Better answers had a structure with headings such as function, formation, circulation, absorption and composition with dot point facts under each heading. The second part of the question lent itself to a diagram with labelling which scored well. Precise surface anatomy and mentioning all layers from the skin to the sub-arachnoid space scored well.
2013A 02:
Most candidates performed well in this question. The physiology of cerebrospinal fluid (CSF) required candidates to write about CSF formation, circulation and absorption, compare the composition of CSF to plasma and describe normal volumes and pressures. The functions of CSF also need to be listed. Some candidates described the displacement of CSF when intracranial pressure rises as a function of CSF. No marks were given for this.
The best approach to the anatomy of a lumbar puncture was to describe the lumbar intervertebral space at which the lumbar puncture is done and then describe the anatomical structures that the needle would traverse from the skin to the subarachnoid space. Mentioning the indications for a lumbar puncture was not required.
2015B 07
Draw and label a cross section of the lumbar epidural space (50% of marks).
Describe the pharmacology of bupivacaine (50% of marks).
CICMWrecks Answer: Anatomy of LP
Anatomy:
- Position in sitting or lateral decubitus position
- Level:
- Any of the interspaces between between L2-L5
- L4/5 interspace: Tuffier’s Line: line between iliac crests
- (or) L3/4 interspace: Line joining PSISs (Posterior superior iliac spines)

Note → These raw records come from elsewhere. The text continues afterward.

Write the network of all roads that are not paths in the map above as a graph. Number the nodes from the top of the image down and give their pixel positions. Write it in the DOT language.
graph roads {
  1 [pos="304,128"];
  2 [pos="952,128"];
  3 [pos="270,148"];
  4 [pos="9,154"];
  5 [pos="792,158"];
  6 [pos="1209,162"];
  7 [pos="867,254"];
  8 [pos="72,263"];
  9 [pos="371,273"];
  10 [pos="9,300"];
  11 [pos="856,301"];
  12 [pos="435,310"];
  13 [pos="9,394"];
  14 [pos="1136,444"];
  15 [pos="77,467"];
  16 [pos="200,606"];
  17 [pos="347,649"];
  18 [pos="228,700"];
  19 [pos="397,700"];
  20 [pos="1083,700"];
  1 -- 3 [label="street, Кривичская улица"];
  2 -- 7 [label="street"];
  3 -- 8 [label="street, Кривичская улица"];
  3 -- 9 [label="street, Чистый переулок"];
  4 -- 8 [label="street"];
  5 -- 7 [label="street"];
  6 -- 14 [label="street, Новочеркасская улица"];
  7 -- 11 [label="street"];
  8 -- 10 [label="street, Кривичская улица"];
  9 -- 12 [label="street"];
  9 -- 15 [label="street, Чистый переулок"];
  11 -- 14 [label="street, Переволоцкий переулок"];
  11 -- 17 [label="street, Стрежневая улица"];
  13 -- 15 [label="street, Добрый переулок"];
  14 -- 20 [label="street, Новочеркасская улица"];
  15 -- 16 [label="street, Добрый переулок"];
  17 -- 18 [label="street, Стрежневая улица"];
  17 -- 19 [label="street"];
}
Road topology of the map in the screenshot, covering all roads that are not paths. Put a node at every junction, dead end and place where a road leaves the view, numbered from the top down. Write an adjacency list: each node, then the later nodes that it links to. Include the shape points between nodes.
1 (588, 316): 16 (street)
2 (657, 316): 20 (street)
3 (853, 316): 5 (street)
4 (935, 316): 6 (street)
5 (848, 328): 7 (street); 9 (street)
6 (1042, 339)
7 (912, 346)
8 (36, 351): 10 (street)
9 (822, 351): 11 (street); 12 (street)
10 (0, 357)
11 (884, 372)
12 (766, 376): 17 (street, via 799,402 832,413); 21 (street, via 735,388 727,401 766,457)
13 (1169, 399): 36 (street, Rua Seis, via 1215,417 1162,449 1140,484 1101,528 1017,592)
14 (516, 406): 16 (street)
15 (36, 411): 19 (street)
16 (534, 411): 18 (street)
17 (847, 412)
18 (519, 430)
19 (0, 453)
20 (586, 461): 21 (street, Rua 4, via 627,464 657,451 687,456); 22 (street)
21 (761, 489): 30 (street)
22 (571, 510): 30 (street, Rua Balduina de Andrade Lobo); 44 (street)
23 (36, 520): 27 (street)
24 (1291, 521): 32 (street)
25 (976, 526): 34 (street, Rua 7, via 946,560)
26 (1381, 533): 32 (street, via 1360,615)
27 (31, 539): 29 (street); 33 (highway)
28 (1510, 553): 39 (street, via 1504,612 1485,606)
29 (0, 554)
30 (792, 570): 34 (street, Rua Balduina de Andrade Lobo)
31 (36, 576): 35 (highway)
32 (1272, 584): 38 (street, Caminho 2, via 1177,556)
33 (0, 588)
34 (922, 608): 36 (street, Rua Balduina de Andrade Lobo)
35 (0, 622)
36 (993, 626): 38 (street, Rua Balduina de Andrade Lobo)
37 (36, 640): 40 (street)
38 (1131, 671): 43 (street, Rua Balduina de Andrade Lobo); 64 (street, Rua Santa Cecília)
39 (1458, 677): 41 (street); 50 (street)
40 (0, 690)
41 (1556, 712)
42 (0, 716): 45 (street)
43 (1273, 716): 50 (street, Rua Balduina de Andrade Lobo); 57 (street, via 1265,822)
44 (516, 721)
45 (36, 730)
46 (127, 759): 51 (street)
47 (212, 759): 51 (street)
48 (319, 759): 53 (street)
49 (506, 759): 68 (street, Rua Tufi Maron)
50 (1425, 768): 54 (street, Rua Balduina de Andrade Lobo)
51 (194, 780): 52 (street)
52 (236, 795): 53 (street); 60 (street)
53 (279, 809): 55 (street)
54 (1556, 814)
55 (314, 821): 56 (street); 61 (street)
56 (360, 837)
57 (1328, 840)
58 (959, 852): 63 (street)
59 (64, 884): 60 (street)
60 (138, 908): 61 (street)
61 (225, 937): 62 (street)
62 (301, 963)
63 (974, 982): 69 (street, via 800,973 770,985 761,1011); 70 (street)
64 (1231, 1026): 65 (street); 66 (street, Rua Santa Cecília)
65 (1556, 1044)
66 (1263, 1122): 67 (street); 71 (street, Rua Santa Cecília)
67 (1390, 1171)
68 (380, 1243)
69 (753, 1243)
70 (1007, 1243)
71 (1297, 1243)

- Discrepancy between identified and actual intervertebral space in 50% of cases
- Conus medullaris ends at L1 in about 94% of patients
Tissues and target for LP:
- In the subarachnoid space between the arachnoid mater and the pia mater.
- The tissues pierced are (in order):
- skin
- subcutaneous tissue
- supraspinal ligament,
- interspinal ligament,
- ligamentum flavum,
- dura mater,
- the arachnoid mater into the subarachnoid space.

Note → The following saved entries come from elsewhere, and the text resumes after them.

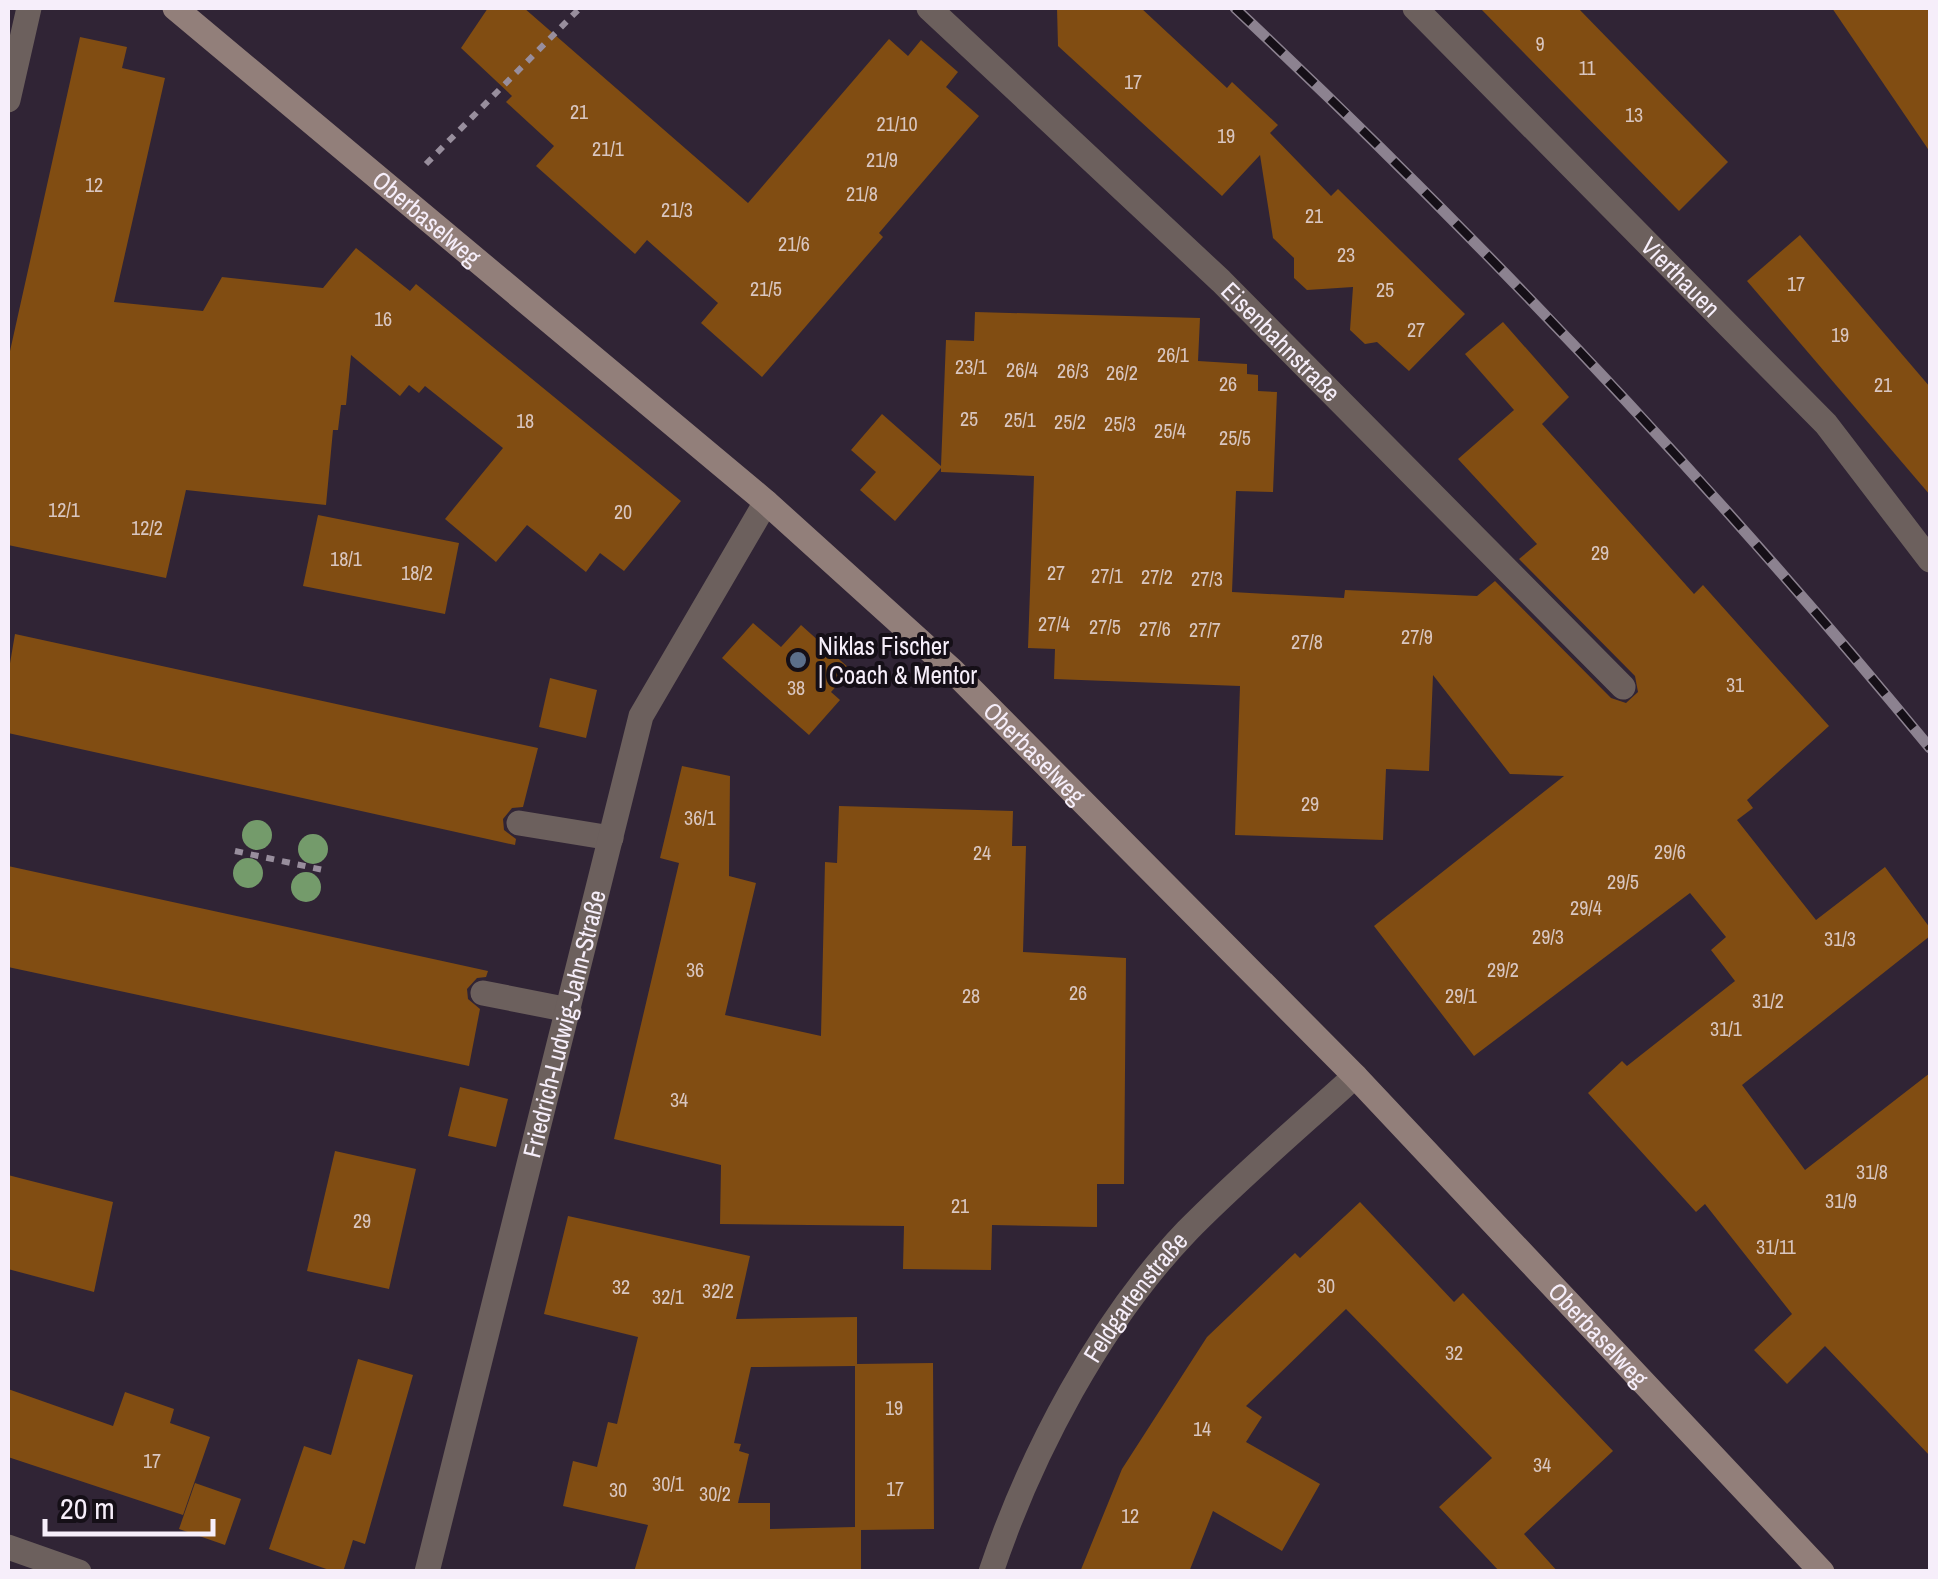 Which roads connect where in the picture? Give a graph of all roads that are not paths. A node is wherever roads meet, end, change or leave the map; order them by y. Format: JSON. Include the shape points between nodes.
{"nodes":[{"id":1,"x":28,"y":8,"type":"edge"},
{"id":2,"x":175,"y":8,"type":"edge"},
{"id":3,"x":928,"y":8,"type":"edge"},
{"id":4,"x":1415,"y":8,"type":"edge"},
{"id":5,"x":8,"y":100,"type":"edge"},
{"id":6,"x":766,"y":502,"type":"junction"},
{"id":7,"x":1930,"y":560,"type":"edge"},
{"id":8,"x":1623,"y":686,"type":"dead end"},
{"id":9,"x":519,"y":822,"type":"dead end"},
{"id":10,"x":612,"y":838,"type":"junction"},
{"id":11,"x":483,"y":993,"type":"dead end"},
{"id":12,"x":569,"y":1010,"type":"junction"},
{"id":13,"x":1355,"y":1076,"type":"junction"},
{"id":14,"x":8,"y":1547,"type":"edge"},
{"id":15,"x":79,"y":1572,"type":"edge"},
{"id":16,"x":427,"y":1572,"type":"edge"},
{"id":17,"x":991,"y":1572,"type":"edge"},
{"id":18,"x":1822,"y":1572,"type":"edge"}],
"edges":[{"from":1,"to":5,"type":"street"},
{"from":2,"to":6,"type":"street","name":"Oberbaselweg"},
{"from":3,"to":8,"type":"street","name":"Eisenbahnstraße","via":[[1221,281]]},
{"from":4,"to":7,"type":"street","name":"Vierthauen","via":[[1826,424]]},
{"from":6,"to":10,"type":"street","name":"Friedrich-Ludwig-Jahn-Straße","via":[[641,716]]},
{"from":6,"to":13,"type":"street","name":"Oberbaselweg","via":[[953,672]]},
{"from":9,"to":10,"type":"street"},
{"from":10,"to":12,"type":"street","name":"Friedrich-Ludwig-Jahn-Straße"},
{"from":11,"to":12,"type":"street"},
{"from":12,"to":16,"type":"street","name":"Friedrich-Ludwig-Jahn-Straße"},
{"from":13,"to":17,"type":"street","name":"Feldgartenstraße","via":[[1186,1233],[1089,1358],[1012,1509]]},
{"from":13,"to":18,"type":"street","name":"Oberbaselweg"},
{"from":14,"to":15,"type":"street"}]}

- Lateral/paraspinal approach: Skin – subcutaneous tissue – erector spinae muscles – ligamentum flavum – dura – arachnoid – subarachnoid space
Epidural Space
- Posterolateral Epidural Space
- Posterolateral epidural space extends vertically down the spinal canal and contains arteries, venous plexus, and fat
- Posterolateral epidural space is larger than the anterior epidural space
- Posterolateral epidural space is larger in the sacral region than it is in the cervical region
- Anterior Epidural Space
- Anterior epidural space is a virtual space under normal circumstances (due to adherence of dura to bone of vertebral bodies from the foramen magnum down to L1)
Gladwin / JC 2020
CICMWrecks Answer: Pharmacology of Bupivacaine
Examiner Comments
2015B 07: 35% of candidates passed this question.
It was expected answers would include a diagram of a cross section and label the lumbar epidural space and the key landmarks namely dura, subarachnoid space, epidural space. Most candidates were able to give a schematic representation even if not being able to draw. Some candidates confused the subdural space with the epidural space. Pharmacology of bupivacaine needed to cover both pharmacokinetics and pharmacodynamics. Several candidates addressed only one of these components and so missed the opportunity to score marks.